The officials implicated in the hiring scandal are no longer working at the Justice Department, making punishment difficult.

Sen. Patrick J. Leahy (D-Vt.), chairman of the Senate Judiciary Committee, fired back at Mukasey's remarks: "The attorney general, the nation's top law enforcement officer, seems intent on insulating this administration from accountability."

A report unveiled at the end of July was the second of a four-part Department of Justice investigation into its internal hiring practices. The Justice Department released its first report on misconduct within the agency on June 24. That report pointed out the Department’s bias against those with liberal ideologies.

The more recent report focused on the illegal work of senior officials, particularly former Atty. Gen. Alberto Gonzales’s senior counselor, Monica Goodling, and chief of staff, Kyle Sampson. They will most likely avoid punishment now.

In one example of misconduct, “An experienced counterterrorism prosecutor … was kept from advancing in favor of a more junior lawyer who lacked a background in terrorism,” because his wife was a notable local Democrat, according to The Carpetbagger Report.

At interviews, Goodling also asked candidates questions like, “What is it about George W. Bush that makes you want to serve him?” and “Aside from the president, give us an example of someone currently or recently in public service who you admire.”

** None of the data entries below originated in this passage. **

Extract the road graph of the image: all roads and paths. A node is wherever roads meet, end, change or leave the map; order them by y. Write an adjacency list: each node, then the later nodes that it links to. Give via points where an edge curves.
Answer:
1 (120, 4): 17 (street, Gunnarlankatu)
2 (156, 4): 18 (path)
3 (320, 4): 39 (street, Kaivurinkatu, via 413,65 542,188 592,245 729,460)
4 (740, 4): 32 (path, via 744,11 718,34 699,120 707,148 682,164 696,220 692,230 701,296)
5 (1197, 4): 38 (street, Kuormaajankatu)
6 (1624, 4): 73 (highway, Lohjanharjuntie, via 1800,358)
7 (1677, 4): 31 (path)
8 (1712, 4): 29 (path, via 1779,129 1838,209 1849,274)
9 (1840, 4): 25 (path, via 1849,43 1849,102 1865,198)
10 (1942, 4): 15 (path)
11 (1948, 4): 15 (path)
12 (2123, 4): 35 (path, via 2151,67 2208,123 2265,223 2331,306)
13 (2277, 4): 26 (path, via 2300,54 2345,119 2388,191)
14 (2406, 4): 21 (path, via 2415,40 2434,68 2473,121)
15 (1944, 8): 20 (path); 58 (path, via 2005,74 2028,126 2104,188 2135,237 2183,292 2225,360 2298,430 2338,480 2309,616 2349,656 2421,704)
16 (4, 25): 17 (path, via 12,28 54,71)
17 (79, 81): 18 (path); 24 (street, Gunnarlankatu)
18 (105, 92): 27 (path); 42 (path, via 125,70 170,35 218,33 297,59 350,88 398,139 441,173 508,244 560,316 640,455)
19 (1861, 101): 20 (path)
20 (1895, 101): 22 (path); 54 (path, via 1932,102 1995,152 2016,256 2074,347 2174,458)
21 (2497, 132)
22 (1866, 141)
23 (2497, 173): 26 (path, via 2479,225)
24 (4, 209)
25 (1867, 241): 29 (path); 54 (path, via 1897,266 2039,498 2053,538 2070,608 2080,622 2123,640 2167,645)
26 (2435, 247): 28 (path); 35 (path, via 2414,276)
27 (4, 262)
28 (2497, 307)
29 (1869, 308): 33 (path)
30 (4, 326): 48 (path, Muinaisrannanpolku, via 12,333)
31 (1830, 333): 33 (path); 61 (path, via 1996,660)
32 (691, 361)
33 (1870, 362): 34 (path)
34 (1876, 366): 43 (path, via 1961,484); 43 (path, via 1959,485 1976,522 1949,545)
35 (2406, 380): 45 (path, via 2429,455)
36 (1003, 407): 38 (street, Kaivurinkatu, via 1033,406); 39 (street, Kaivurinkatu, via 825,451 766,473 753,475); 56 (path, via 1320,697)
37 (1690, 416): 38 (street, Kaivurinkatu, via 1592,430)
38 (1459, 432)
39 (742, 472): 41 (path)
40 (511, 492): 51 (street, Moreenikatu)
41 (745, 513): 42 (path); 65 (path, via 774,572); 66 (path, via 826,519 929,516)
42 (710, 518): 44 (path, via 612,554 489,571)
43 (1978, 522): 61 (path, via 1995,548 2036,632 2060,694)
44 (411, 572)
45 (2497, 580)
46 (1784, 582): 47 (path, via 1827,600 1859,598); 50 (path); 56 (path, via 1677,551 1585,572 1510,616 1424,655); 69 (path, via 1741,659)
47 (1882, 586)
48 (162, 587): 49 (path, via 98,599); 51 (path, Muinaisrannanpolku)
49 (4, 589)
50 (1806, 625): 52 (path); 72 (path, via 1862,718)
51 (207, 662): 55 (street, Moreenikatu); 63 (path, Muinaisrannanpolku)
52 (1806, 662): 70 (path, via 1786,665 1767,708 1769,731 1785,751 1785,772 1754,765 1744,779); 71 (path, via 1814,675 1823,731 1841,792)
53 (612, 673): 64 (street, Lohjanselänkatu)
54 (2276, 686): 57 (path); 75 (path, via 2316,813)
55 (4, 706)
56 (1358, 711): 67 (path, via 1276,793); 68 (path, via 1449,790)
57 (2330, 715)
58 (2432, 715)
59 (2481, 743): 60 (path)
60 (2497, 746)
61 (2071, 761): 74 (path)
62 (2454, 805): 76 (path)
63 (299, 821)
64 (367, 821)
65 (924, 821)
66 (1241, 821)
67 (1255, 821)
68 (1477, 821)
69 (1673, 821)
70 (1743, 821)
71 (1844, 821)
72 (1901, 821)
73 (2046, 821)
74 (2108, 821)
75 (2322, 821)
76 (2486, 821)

The report also says that Goodling fired U.S. Attorney Leslie A. Hagen because she believed Hagen was a lesbian.

The scandal dates back to 2006, when Atty. Gen. Gonzales was implicated in the department’s dismissal of U.S. attorneys. He resigned in 2007 after allegedly committing perjury when he testified before Congress about government surveillance programs.

Headline Link: ‘Justice Dept.’s Hiring Tactics Illegal, Report Says’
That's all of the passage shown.